> _Aim of the task_
Wherever "junctions" shows up in the records below, copy the whole line.

> _Extracted data entries_
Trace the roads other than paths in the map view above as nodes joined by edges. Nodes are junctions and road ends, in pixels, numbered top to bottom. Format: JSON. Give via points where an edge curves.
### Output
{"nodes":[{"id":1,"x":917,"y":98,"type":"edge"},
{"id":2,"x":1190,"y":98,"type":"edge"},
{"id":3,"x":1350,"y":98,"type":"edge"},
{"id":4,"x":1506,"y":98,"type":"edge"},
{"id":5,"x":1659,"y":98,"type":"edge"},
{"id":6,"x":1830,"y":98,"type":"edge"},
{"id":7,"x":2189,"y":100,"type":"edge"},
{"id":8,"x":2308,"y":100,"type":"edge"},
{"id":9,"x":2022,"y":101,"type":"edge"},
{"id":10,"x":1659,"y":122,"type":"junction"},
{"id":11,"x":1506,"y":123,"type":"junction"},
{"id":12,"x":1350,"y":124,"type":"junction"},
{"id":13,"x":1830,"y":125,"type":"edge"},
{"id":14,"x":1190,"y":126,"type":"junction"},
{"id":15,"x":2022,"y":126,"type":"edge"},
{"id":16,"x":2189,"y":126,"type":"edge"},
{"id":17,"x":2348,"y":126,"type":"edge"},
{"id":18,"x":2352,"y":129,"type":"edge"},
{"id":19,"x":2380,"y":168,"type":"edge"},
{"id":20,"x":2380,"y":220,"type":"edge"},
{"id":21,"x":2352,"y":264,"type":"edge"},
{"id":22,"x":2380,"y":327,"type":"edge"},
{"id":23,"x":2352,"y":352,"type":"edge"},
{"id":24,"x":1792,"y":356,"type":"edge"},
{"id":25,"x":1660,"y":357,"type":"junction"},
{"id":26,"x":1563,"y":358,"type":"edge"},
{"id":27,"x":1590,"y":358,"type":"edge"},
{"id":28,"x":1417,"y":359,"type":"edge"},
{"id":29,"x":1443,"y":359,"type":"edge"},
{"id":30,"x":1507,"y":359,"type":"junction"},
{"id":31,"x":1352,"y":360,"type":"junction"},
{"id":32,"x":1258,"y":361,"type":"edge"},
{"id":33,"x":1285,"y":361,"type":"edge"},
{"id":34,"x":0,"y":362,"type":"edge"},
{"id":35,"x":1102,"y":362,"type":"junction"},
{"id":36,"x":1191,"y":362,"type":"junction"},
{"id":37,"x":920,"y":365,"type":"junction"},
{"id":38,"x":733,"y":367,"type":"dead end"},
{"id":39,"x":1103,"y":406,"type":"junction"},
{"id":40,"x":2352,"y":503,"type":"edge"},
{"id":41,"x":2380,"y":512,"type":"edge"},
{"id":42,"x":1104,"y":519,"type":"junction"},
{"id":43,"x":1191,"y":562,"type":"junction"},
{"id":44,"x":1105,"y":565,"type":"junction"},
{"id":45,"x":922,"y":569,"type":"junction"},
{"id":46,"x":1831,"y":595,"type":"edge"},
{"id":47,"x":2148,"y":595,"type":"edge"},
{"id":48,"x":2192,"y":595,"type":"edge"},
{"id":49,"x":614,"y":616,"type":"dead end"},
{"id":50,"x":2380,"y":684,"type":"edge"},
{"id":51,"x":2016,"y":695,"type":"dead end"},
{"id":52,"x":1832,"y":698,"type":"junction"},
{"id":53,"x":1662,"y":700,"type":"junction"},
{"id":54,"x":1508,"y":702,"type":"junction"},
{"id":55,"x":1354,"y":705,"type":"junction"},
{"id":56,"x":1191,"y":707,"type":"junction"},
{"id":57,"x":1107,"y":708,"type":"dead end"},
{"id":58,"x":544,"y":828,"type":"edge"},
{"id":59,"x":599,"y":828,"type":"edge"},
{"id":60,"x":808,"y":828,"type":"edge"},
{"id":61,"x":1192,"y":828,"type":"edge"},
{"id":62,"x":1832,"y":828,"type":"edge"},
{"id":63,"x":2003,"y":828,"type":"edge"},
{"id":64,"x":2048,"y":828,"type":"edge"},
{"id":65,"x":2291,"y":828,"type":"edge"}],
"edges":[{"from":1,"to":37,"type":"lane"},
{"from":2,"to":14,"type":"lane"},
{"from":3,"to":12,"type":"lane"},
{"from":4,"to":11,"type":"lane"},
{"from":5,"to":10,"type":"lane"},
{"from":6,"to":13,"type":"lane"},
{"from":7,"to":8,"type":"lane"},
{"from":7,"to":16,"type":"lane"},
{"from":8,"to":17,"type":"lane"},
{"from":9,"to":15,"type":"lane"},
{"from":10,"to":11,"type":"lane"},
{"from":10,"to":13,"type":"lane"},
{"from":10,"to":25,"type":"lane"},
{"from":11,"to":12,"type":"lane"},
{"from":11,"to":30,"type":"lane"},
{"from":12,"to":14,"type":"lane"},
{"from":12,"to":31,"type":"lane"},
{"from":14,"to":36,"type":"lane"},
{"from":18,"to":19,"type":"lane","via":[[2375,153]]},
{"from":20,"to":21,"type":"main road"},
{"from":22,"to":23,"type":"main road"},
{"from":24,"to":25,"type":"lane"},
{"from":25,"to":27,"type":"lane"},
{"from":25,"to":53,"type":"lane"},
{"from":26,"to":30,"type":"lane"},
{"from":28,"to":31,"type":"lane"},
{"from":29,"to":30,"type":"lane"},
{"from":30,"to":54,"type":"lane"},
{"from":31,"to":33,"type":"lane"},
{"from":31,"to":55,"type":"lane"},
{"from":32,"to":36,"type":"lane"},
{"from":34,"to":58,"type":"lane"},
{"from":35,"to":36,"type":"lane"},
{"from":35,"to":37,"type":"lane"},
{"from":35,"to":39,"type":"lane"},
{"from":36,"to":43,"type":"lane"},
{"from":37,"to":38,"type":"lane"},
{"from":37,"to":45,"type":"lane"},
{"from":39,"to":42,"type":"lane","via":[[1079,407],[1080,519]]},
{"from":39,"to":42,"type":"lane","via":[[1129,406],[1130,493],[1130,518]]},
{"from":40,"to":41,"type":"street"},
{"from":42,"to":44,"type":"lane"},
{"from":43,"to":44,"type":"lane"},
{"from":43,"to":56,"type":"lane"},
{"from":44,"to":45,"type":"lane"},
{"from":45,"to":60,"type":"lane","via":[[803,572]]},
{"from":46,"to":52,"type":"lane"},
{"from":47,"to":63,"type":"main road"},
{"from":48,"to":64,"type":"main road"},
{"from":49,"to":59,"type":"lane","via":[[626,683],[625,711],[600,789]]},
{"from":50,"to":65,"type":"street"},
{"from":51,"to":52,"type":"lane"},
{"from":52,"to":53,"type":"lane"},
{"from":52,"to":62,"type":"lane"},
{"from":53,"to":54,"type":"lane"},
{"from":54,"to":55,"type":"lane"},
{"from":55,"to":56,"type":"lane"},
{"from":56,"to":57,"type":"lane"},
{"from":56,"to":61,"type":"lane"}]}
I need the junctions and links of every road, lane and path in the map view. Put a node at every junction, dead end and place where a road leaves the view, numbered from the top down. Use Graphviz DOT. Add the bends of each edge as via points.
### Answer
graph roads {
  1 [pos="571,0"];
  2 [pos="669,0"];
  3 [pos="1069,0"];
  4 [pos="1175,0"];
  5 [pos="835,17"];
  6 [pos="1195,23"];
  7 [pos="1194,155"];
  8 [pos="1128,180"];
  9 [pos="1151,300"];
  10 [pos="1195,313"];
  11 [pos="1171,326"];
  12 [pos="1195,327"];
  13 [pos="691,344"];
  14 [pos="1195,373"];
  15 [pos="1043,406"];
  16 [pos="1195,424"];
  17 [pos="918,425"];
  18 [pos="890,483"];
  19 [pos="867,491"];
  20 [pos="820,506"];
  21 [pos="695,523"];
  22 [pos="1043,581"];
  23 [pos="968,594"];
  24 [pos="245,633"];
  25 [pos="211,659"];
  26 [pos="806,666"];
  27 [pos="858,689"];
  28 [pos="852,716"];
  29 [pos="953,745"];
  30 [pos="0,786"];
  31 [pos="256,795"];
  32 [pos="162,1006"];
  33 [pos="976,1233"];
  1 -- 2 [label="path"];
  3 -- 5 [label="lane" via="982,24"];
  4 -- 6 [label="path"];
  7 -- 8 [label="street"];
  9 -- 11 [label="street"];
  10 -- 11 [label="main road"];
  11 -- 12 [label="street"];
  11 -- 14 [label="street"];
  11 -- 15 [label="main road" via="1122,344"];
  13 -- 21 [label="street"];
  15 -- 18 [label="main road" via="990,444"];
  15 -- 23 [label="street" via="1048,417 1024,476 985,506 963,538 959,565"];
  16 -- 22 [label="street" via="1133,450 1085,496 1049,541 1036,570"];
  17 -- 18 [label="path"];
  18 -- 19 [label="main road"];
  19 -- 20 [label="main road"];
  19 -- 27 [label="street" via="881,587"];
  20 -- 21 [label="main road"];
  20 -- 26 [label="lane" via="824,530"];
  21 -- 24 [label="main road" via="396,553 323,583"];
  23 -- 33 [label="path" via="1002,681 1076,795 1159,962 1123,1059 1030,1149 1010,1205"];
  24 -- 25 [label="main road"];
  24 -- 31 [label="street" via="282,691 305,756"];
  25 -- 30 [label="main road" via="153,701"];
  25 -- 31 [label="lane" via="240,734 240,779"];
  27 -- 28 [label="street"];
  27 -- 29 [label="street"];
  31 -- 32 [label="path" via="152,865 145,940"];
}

> _Answer for this exercise_
Trace the roads other than paths in the map view above as nodes joined by edges. Nodes are junctions and road ends, in pixels, numbered top to bottom. Format: JSON. Give via points where an edge curves.
I need the junctions and links of every road, lane and path in the map view. Put a node at every junction, dead end and place where a road leaves the view, numbered from the top down. Use Graphviz DOT. Add the bends of each edge as via points.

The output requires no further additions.